Results: Moderate decreasing or disappearance of pain syndrome was in 62 (88%) patients. The level of pain didn't change in 6 (9%), and increased in 2 (3%) patients. Mean analgesic period consisted 27 hours (2 to 84). Clinical complications were seen in 2 (3%) patients, and to one them was used urgent decompressive surgery.

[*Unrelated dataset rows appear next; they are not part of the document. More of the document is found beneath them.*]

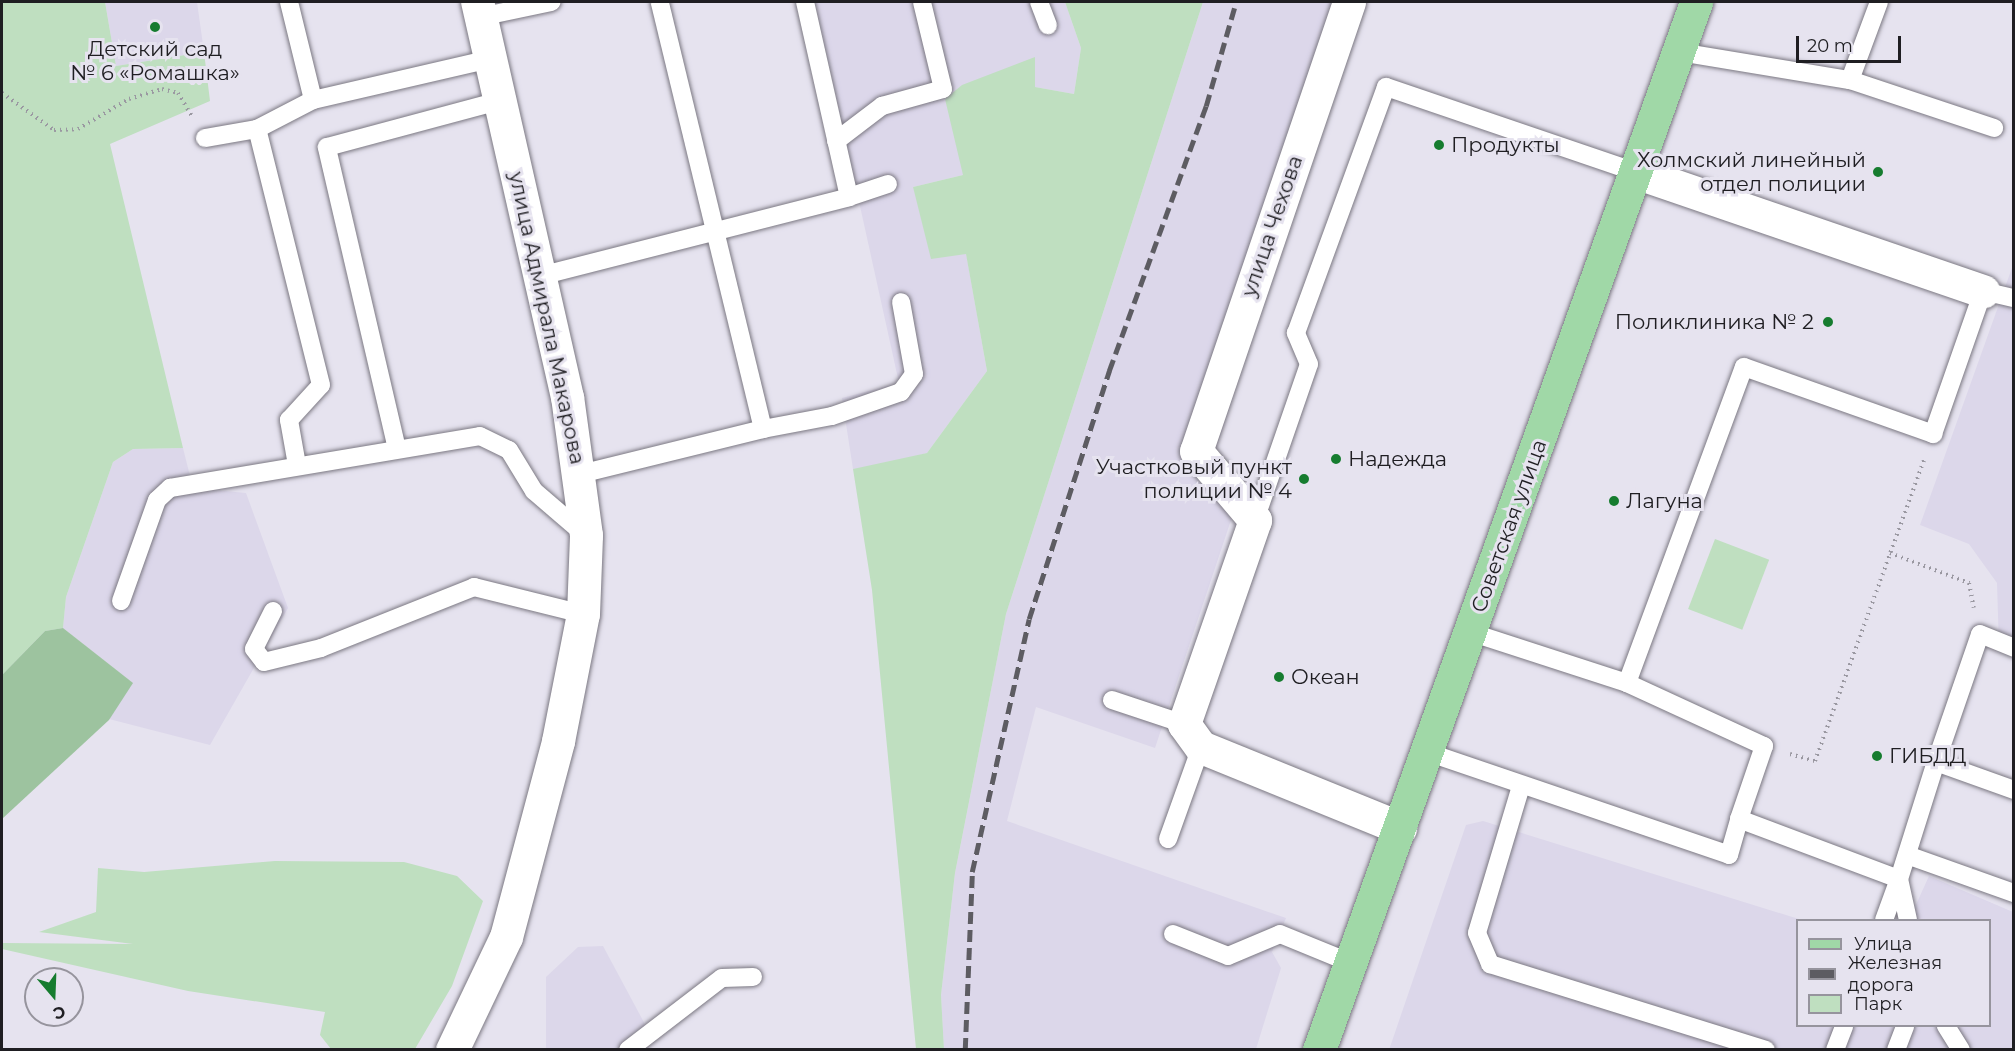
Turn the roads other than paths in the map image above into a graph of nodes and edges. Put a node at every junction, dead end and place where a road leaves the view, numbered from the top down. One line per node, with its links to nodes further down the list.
1 (289, 2): 15 (lane)
2 (551, 2): 10 (lane)
3 (660, 2): 24 (lane)
4 (805, 2): 20 (lane)
5 (922, 2): 20 (lane)
6 (1039, 2): 11 (lane)
7 (1349, 2): 32 (street, улица Чехова)
8 (1696, 2): 12 (main road, Советская улица)
9 (1879, 2): 14 (lane)
10 (478, 9): 13 (street, улица Адмирала Макарова)
11 (1048, 25)
12 (1680, 52): 14 (lane); 21 (main road, Советская улица)
13 (490, 59): 15 (lane); 16 (street, улица Адмирала Макарова)
14 (1850, 80): 17 (lane)
15 (313, 100): 18 (lane)
16 (499, 101): 25 (street, улица Адмирала Макарова); 29 (lane)
17 (1994, 128)
18 (256, 129): 19 (lane); 30 (lane)
19 (206, 138)
20 (836, 141): 23 (lane)
21 (1638, 173): 26 (street); 32 (lane); 37 (main road, Советская улица)
22 (888, 184): 23 (lane)
23 (849, 197): 24 (lane)
24 (715, 231): 25 (lane); 28 (lane)
25 (540, 276): 31 (street, улица Адмирала Макарова)
26 (1998, 294): 39 (lane)
27 (901, 302): 28 (lane)
28 (763, 429): 31 (lane)
29 (397, 449): 30 (lane); 33 (lane)
30 (297, 465): 34 (lane)
31 (580, 474): 33 (street, улица Адмирала Макарова)
32 (1256, 520): 41 (street)
33 (586, 535): 36 (street, улица Адмирала Макарова)
34 (121, 602)
35 (273, 611): 36 (lane)
36 (582, 614): 60 (street, улица Адмирала Макарова)
37 (1470, 632): 39 (lane); 42 (main road, Советская улица)
38 (2013, 648): 43 (lane)
39 (1627, 683): 46 (lane)
40 (1112, 700): 41 (lane)
41 (1193, 736): 47 (street); 48 (lane)
42 (1427, 752): 44 (lane); 47 (main road, Советская улица)
43 (1936, 762): 45 (lane); 49 (lane)
44 (1521, 786): 46 (lane); 63 (lane)
45 (2013, 790)
46 (1739, 819): 50 (lane)
47 (1400, 828): 55 (main road, Советская улица)
48 (1168, 839)
49 (1907, 855): 50 (lane); 51 (lane)
50 (1899, 879): 52 (lane); 53 (lane)
51 (2013, 893)
52 (1885, 919)
53 (1908, 919)
54 (1173, 934): 55 (lane)
55 (1351, 963): 62 (main road, Советская улица)
56 (753, 977): 61 (lane)
57 (1844, 1027): 64 (lane)
58 (1905, 1027): 65 (lane)
59 (1947, 1027): 66 (lane)
60 (452, 1050)
61 (628, 1050)
62 (1319, 1050)
63 (1766, 1050)
64 (1835, 1050)
65 (1896, 1050)
66 (1961, 1050)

Conclusions: Vertebroplasty is effective small invasive treatment procedure in patients with osteolytic lesions of the spine, affording moderately decrease pain syndrome in 86% patients and thus to improve the quality of their life.

ID 58

Organ-preserving methods of surgical treatment of long bone metastatic lesions in patients with kidney cancer

V.V. Tepliakov1, V. Karpenko1, M.D. Aliev2

1 P.A. Hertsen Moscow Cancer Research Institute,

Moscow, Russian Federation

2 N.N. Blokhin Russian Cancer Research Center,

Moscow, Russian Federation

Introduction: Demonstration the modern ability of organ-preserving treatment the patients with kidney cancer. Material and Methods: 21 operations were performed in 18 patients. Menace of pathological fracture was at 5 patients, at 13 it happened. Solitary metastatic lesion of long bones was detected at 6 (34%), and multiple at 3 (17%) patients. Segmental resection with endoprosthetic replacement (SRE) was done at

9 (50%) patients. The three of these patients had the menace of pathological fracture. Immersible osteosynthesis (IO) was used at 3 (17%) patients with pathological fracture. Transosseous osteosynthesis (TO) was used at 6 (33%). Two of these patients had the menace of pathological fracture.

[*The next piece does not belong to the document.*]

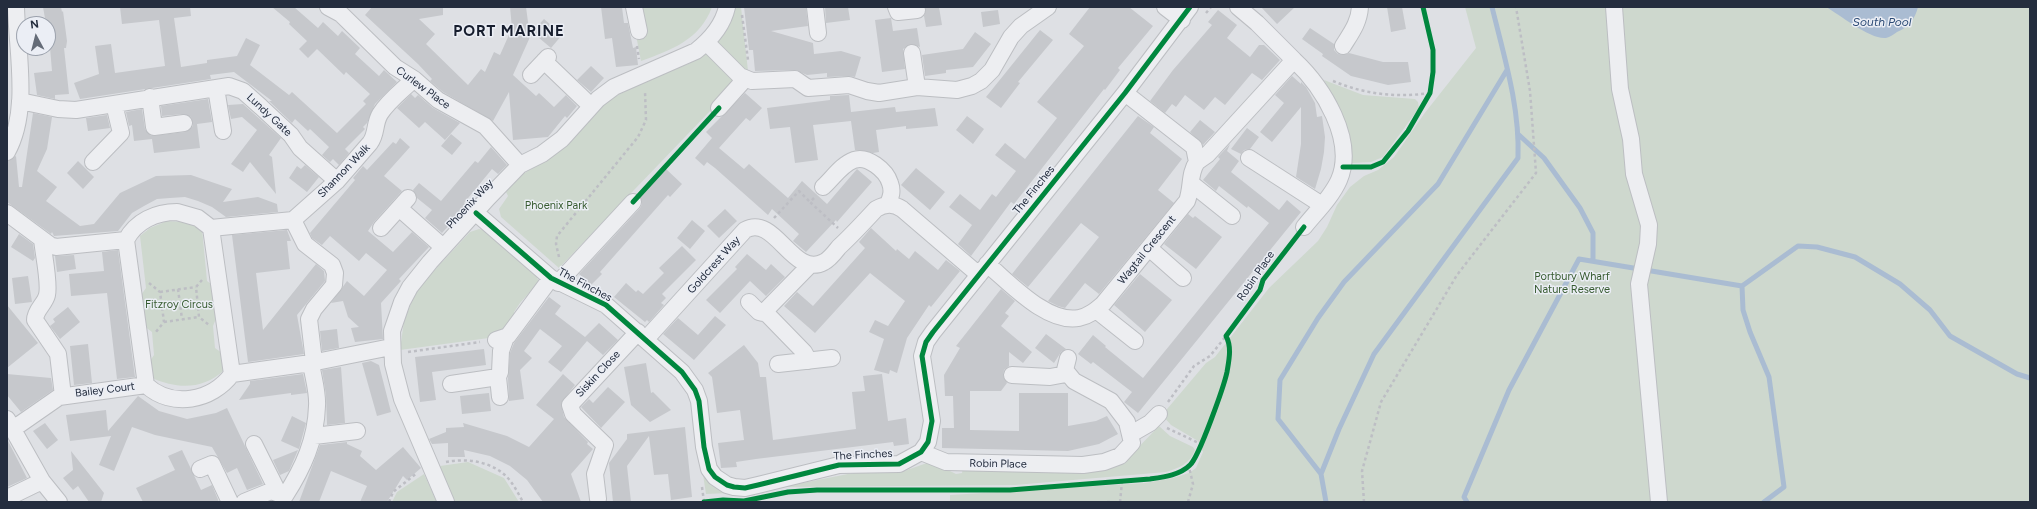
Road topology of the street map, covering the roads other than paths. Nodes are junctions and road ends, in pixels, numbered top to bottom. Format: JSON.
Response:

Results: Follow-up period was 2 — 36 month. The regress range of pain (by R.G. Watkins) was registered at 11 (61%). The improvement of condition by Karnofski was registered at 8 (44%). Positive dynamic in anatomic-functional status by Enneking at 13 (73%). Follow-up period after operation was consisted of 36 months, 11 (62%) live longer (calculated by Kaplan-Meier). Medial probability of survival operated patients with metastatic lesion of long bones on conditions with eliminated is consist 13,5 months, with primary tumor - 8. Conclusions: Operative organ-preserving methods: SRE and

10 can control or diminish the pain, in short period of time restore the function of involved limb, improve quality of life and meet the requirements of palliative help. TO can be used only how the stage of fixation with following SRE.